Sud-Kivu : La société civile de Luhwindja soutient la reconnaissance de Mwami Chibwire Chamwaza II par le VPM Jacquemain Shabani

Dans un élan d’espoir retrouvé, la société civile de la chefferie de Luhwindja, en collaboration avec l’Union des Jeunes Congolais pour le Changement (UJCC), salue avec ferveur la décision du Vice-Premier Ministre, Ministre de l’Intérieur et des Affaires coutumières, Jacquemain Shabani, mettant fin à plusieurs années de gestion illégitime à la tête de cette entité coutumière du Sud-Kivu.
L’arrêté ministériel récemment pris, qui reconnaît Sa Majesté Mwami Chibwire Chamwaza II Eloi comme autorité coutumière légitime, est perçu par la population comme un tournant décisif dans la restauration de la paix, de la légalité et de la dignité dans cette chefferie longtemps secouée par des abus d’autorité et des pratiques antidémocratiques.
Une ère de souffrance et d’oppréssion dénoncée
Pendant de nombreuses années, la population de Luhwindja a vécu sous l’emprise d’un pouvoir jugé illégitime imposé par la force, l’intimidation et la répression. Arrestations arbitraires, actes de torture, népotisme, spoliation des ressources économiques locales et anarchie généralisée avaient fini par instaurer un climat de peur et d’injustice.Selon les témoignages recueillis auprès de la société civile locale, ce régime s’était allié à des groupes armés, notamment les Maï-Maï, certains éléments hutus étrangers, et plus récemment le M23, dans le but de se maintenir indéfiniment au pouvoir.
Des liens inquiétants avec le M23 dénoncés
Il est à signaler que certains membres de la communauté de la chefferie de Luhwindja ont adhéré au M23 et y jouent des rôles importants. C’est pourquoi la société civile de Luhwindja demande l’implication des autorités compétentes au niveau national pour trouver une solution durable. Selon cette structure citoyenne, toutes les personnes qui contestent la reconnaissance officielle du Mwami Chibwire Chamwaza II sont en réalité affiliées et très actif au Mouvement M23.

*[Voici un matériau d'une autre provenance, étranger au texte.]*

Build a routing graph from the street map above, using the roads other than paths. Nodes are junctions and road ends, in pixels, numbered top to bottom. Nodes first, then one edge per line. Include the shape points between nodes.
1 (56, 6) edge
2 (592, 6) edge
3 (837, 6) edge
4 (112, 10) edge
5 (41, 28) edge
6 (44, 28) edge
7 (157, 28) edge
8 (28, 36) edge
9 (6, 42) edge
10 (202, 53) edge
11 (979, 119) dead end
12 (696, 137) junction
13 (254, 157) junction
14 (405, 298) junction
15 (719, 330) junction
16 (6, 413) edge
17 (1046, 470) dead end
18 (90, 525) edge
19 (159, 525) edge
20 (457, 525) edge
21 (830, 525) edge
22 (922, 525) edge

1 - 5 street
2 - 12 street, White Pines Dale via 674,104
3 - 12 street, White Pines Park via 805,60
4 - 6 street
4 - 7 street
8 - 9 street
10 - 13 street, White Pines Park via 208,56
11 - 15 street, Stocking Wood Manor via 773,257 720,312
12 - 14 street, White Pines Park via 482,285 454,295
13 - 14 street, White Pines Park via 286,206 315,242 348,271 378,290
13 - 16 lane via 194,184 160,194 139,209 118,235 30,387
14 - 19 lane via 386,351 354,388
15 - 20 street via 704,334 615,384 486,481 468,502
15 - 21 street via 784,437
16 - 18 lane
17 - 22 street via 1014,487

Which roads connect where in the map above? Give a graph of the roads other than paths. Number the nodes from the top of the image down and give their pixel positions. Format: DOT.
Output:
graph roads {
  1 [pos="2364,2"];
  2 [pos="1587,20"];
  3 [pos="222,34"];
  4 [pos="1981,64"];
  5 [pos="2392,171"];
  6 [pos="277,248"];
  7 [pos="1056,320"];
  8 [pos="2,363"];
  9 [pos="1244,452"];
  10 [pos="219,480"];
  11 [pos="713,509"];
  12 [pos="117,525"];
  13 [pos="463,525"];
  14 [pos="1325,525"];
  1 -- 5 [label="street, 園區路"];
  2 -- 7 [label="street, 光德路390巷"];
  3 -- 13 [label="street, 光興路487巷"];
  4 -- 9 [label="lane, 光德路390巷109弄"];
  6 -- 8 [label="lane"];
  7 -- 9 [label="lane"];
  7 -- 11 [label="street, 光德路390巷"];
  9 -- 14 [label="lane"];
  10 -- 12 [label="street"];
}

La même source affirme qu’à ce jour, la chefferie de Luhwindja constitue une source majeure de financement du M23, en raison de ses importantes potentialités minières. En effet, l’usine Twangiza Mining (anciennement Banro), située dans cette entité, est aujourd’hui exploitée par le M23, en complicité avec certains notables du coin.Les preuves de ces allégations existent et sont à la disposition des autorités compétentes, souligne la société civile, qui appelle à une enquête rigoureuse.
Un combat citoyen salué
Malgré la répression, les forces vives locales, en particulier les jeunes réunis au sein de l’UJCC, ont mené un long combat citoyen pour le rétablissement de l’ordre coutumier légal. Plusieurs militants ont payé ce combat de leur liberté, voire de leur vie, dans l’indifférence générale. C’est pourquoi la décision du Vice-Premier Ministre Shabani est perçue comme une victoire morale pour toute une communauté :
« Ce geste vient réparer une profonde injustice et redonne espoir à toute une population. Il vient également restaurer la confiance envers nos institutions coutumières et étatiques », a déclaré un représentant de la société civile de Luhwindja.

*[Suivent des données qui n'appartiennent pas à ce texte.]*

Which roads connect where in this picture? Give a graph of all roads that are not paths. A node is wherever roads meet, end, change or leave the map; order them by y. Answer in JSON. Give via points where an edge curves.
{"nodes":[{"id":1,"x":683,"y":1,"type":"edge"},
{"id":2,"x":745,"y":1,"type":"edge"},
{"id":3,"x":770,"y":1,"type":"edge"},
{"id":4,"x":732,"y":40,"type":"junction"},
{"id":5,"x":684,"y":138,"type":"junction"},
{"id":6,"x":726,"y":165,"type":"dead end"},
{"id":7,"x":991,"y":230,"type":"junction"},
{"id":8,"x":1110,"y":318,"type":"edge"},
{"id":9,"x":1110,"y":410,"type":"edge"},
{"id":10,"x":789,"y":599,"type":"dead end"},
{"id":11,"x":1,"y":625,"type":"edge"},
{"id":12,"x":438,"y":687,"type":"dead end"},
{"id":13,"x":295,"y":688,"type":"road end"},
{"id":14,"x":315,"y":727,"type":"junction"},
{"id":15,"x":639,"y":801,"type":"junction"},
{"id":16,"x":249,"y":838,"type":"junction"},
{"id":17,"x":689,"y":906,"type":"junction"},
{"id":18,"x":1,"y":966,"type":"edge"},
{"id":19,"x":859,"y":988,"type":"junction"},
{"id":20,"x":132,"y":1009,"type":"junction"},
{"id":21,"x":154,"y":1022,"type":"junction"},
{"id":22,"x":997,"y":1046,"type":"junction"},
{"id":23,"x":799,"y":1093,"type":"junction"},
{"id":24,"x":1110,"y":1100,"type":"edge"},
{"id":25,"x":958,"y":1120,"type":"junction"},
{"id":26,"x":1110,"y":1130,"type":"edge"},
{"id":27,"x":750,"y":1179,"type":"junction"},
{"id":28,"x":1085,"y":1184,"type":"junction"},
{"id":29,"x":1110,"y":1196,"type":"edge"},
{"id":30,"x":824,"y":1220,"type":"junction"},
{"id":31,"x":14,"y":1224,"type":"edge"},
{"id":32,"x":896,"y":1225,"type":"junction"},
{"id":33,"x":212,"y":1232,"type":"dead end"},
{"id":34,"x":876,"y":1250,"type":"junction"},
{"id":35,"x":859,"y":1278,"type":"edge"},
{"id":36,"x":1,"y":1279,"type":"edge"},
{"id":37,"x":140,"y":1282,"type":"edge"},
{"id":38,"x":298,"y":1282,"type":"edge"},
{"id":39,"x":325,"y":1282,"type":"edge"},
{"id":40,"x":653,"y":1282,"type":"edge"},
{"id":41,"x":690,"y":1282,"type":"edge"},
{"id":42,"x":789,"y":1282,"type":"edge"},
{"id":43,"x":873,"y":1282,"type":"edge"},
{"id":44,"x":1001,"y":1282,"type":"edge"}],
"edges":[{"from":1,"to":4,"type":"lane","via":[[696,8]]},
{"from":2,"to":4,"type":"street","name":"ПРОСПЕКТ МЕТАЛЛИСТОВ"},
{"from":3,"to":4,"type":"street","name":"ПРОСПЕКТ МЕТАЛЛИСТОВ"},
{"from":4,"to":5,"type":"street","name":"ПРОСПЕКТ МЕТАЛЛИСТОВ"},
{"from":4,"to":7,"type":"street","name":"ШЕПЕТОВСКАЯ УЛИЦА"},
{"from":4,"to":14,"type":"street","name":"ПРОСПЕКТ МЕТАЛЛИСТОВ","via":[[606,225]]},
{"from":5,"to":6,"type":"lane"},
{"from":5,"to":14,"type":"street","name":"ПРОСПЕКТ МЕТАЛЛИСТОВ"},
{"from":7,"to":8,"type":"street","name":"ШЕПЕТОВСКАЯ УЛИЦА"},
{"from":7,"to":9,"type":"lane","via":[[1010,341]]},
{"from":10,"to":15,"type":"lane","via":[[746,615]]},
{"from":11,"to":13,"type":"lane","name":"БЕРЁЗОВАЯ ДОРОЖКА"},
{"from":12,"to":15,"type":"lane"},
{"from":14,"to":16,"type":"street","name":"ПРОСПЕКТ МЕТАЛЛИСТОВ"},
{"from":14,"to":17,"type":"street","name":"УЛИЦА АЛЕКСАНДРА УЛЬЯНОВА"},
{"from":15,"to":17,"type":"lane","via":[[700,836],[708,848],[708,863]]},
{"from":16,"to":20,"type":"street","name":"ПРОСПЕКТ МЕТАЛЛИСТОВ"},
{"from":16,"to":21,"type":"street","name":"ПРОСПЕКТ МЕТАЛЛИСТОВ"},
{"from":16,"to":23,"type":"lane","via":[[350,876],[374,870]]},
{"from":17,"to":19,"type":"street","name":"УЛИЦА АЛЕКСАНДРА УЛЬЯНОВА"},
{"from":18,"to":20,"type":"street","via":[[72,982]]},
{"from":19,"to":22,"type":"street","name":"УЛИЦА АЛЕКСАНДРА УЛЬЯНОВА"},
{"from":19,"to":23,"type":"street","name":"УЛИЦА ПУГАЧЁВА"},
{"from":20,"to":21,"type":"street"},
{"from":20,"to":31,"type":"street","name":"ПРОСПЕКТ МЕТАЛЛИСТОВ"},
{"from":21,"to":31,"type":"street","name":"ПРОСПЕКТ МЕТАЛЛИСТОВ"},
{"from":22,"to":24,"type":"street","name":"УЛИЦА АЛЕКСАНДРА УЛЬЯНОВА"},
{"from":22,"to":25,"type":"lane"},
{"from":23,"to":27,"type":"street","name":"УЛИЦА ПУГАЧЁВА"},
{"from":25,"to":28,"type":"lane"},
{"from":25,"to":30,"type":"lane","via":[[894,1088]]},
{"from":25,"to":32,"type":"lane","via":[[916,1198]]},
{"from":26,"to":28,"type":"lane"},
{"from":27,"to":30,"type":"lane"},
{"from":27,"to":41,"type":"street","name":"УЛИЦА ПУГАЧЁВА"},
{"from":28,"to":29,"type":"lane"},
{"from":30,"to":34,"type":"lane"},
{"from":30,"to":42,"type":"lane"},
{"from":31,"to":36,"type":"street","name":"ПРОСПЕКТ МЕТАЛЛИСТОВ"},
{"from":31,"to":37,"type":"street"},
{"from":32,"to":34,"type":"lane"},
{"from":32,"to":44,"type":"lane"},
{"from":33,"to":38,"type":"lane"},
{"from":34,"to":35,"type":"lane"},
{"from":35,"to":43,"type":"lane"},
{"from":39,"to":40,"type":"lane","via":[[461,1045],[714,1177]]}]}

Un message de gratitude aux autorités nationales
La société civile adresse ses vives félicitations et ses sincères remerciements à Son Excellence Monsieur Jacquemain Shabani, saluant une décision empreinte de sagesse et de courage politique. Elle rend également hommage au Président de la République, Félix-Antoine Tshisekedi Tshilombo, pour la confiance placée en son Vice-Premier Ministre en cette période sensible.
Enfin, elle exprime son soutien indéfectible à Sa Majesté le Mwami Chibwire Chamwaza II Eloi, désormais reconnu comme l’unique autorité coutumière légitime de Luhwindja, et l’encourage à poursuivre sa mission dans l’intérêt supérieur de sa communauté.
Un appel à la paix et à la reconstruction
Dans une région meurtrie par les conflits et l’exploitation abusive de ses ressources, cette reconnaissance officielle ouvre la voie à une réconciliation durable et à un développement inclusif. La société civile invite donc toutes les parties à se rallier à cette dynamique de légitimité et de légalité, afin de construire un avenir plus juste pour les générations à venir.